[Opening Entries provided section]

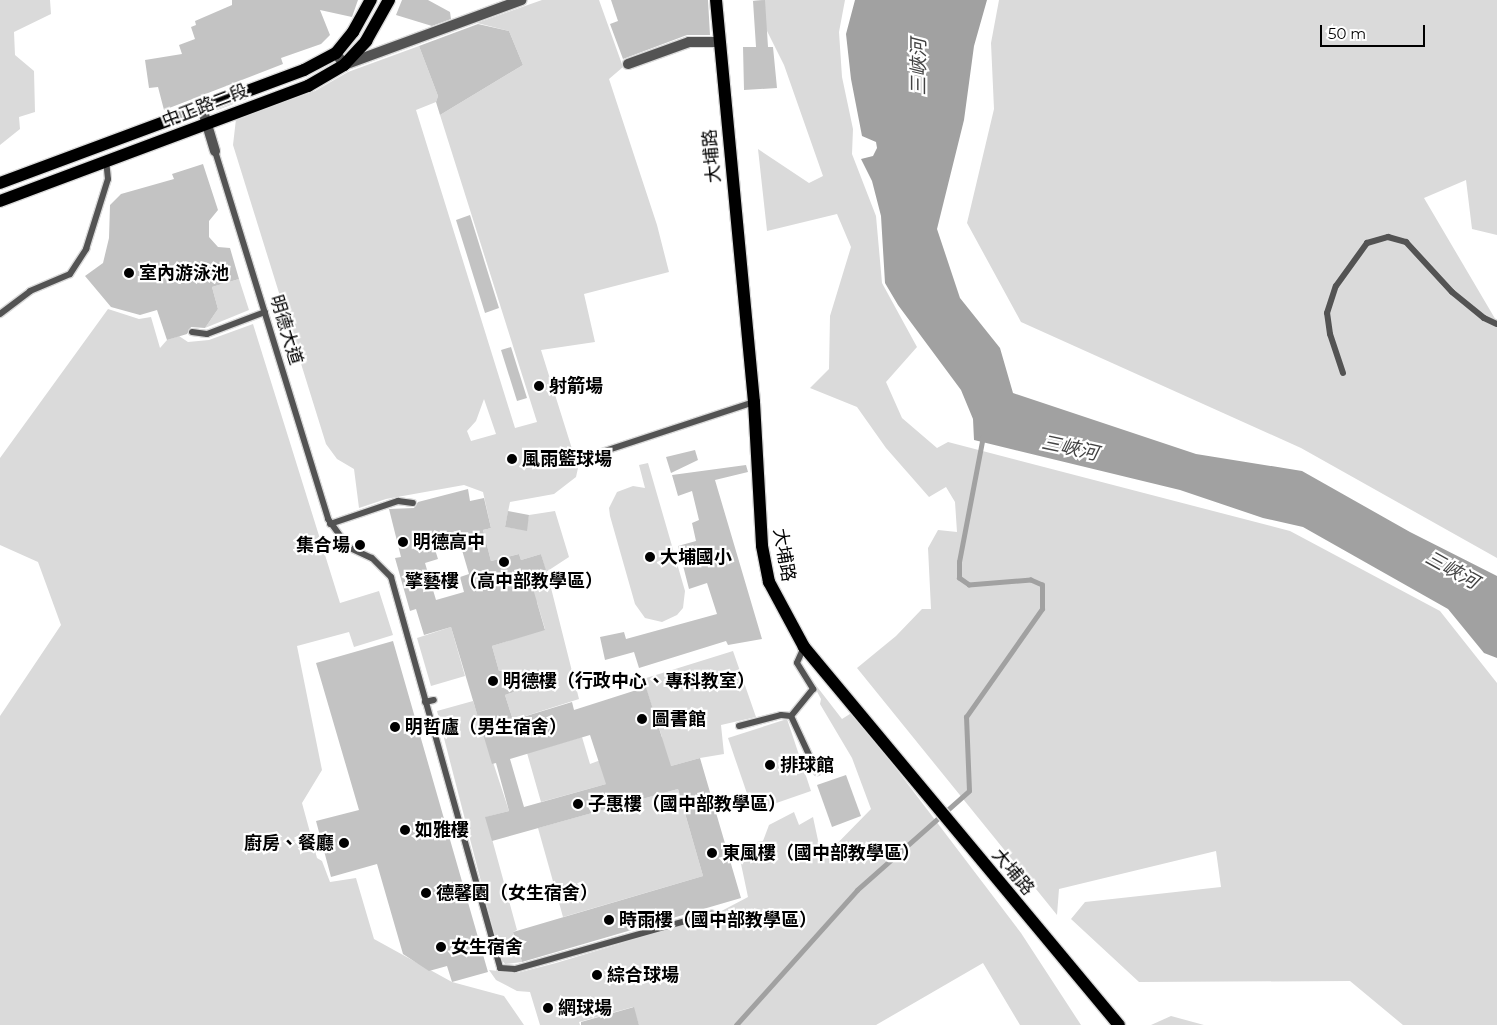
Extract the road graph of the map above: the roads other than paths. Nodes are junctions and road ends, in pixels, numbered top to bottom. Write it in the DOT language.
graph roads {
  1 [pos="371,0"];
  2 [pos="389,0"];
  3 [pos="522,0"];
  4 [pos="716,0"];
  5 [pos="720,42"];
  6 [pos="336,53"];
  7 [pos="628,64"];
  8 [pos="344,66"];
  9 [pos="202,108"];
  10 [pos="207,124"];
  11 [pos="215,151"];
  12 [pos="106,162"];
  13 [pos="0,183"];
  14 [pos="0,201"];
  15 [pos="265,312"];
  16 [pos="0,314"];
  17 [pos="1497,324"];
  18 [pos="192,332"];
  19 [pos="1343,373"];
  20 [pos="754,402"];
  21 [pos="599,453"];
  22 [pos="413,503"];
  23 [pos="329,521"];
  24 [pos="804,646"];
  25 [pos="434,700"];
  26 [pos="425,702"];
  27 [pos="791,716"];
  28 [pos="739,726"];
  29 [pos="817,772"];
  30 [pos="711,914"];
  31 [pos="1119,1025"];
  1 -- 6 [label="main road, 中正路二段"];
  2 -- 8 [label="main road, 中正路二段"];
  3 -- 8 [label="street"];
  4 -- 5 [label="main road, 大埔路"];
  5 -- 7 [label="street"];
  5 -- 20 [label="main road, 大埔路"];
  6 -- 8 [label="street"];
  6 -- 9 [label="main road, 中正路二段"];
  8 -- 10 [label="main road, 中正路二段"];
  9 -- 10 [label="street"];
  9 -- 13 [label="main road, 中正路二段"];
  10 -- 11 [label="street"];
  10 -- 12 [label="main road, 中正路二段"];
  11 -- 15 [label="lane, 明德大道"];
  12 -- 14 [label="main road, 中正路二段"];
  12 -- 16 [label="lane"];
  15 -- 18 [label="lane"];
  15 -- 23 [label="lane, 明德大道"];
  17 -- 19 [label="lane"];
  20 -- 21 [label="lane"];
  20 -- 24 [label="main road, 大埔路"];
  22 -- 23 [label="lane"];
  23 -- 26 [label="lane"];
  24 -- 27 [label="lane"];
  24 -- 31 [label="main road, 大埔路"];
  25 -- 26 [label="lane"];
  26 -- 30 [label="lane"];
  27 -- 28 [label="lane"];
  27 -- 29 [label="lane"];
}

[Closing Entries provided section]

**What to work on**
Pick out all lines from the data above in which the word "roads" appears.

**Exercise result**
Extract the road graph of the map above: the roads other than paths. Nodes are junctions and road ends, in pixels, numbered top to bottom. Write it in the DOT language.
graph roads {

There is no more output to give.